About 40 percent of the tobacco quota holders in Wayne County have already signed up for the federal buyout.

Farmers and quota holders have until June 17 to sign up for the program, which will end the federal quota system that has been in place since the 1930s.

About a fourth of the tobacco farmers in Wayne also have signed to participate in the Tobacco Transition Payment program, said Rick Tharrington, the executive director of the county Farm Service Agency, where sign-ups take place. There are about 5,100 tobacco farmers and quota holders in the county.

Both farmers and quota holders will be compensated through the program, which will pay farmers $3 per pound and quota holders $7 per pound. Sign-ups began March 14.

"We feel real good about the sign-ups so far," Tharrington said. "We've still got a long way to go, but progress is being made."

Tharrington said quota holders have been able to sign up without having to make appointments. The application process for growers take longer, he said, because their payments are based on the amount of tobacco they grew over a three-year period.
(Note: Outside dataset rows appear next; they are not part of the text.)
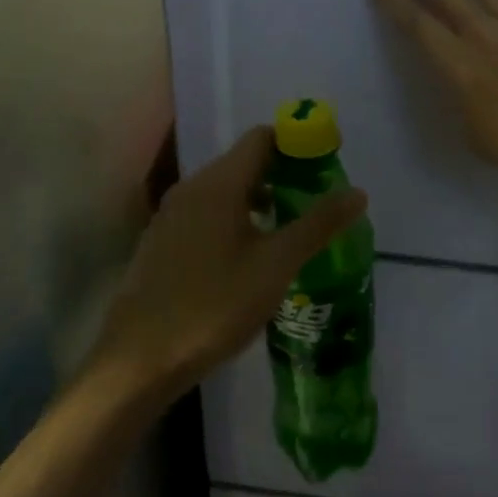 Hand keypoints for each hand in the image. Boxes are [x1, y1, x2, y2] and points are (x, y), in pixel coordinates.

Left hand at [90, 127, 368, 400]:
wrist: (140, 358)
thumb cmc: (214, 305)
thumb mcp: (276, 265)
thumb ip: (317, 224)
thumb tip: (358, 192)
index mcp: (219, 183)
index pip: (262, 138)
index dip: (296, 145)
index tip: (324, 168)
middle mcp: (192, 187)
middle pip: (243, 162)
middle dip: (281, 175)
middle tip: (314, 203)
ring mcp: (172, 214)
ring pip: (223, 190)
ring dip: (258, 199)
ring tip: (287, 230)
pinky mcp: (162, 241)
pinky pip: (205, 213)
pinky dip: (233, 219)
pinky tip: (247, 256) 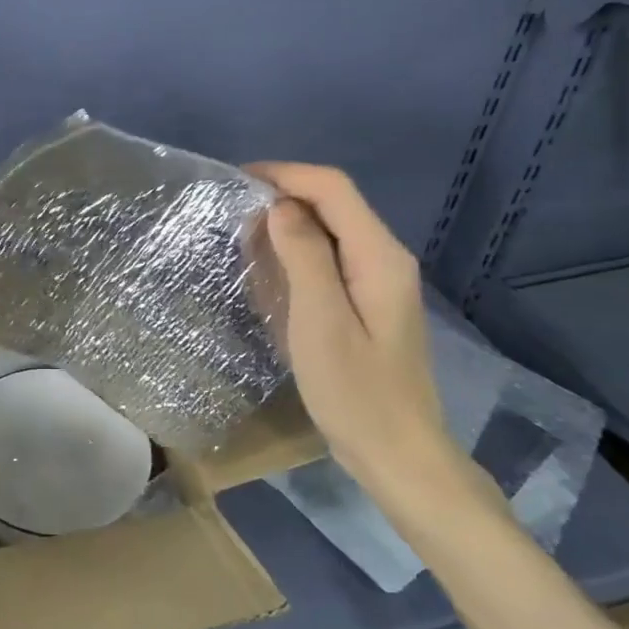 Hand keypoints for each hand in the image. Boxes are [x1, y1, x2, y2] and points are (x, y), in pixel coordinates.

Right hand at [246, 162, 480, 512]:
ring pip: (330, 230)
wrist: (398, 453)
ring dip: (287, 224)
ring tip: (241, 237)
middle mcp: (384, 258)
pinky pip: (330, 259)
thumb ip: (304, 257)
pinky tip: (269, 271)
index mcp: (379, 256)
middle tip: (231, 213)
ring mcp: (379, 281)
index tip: (236, 181)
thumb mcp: (321, 322)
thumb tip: (280, 207)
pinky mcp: (368, 302)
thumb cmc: (356, 392)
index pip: (332, 188)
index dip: (285, 174)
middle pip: (333, 204)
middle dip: (282, 196)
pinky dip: (296, 253)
Quota holders are compensated for the amount of tobacco they held right to grow on Oct. 22 of last year.

"We've been getting some positive feedback," Tharrington said. "So far it's been working pretty well."

The computer software needed to process the applications arrived late, Tharrington said, but despite the glitch, "We made good headway taking manual applications."

He urged quota holders and growers to be sure not to let the deadline pass.

"This is a program you don't want to miss out on."

Tobacco farmer Jerry West, 58, said he plans to sign up for the program early next month.

West, who was selected Farmer of the Year by the North Carolina Tobacco Growers Association two years ago, said the sign-up process is complicated for farmers who have been growing tobacco on quotas leased from absentee landowners.

"Mine doesn't involve just rushing down there and signing up," West said.

For West, the buyout program is "bittersweet."

"It beats the alternative, but it's not as good as it should have been," he said.

West said he is concerned with how the buyout deals with estates. As it stands, the right to receive payments transfers to a quota holders' or producer's estate upon his death, unless there is a surviving spouse or at least one dependent. In that case, the right passes to the surviving spouse, perhaps overriding wishes outlined in an estate will. West said of that portion of the buyout law needs to be better defined.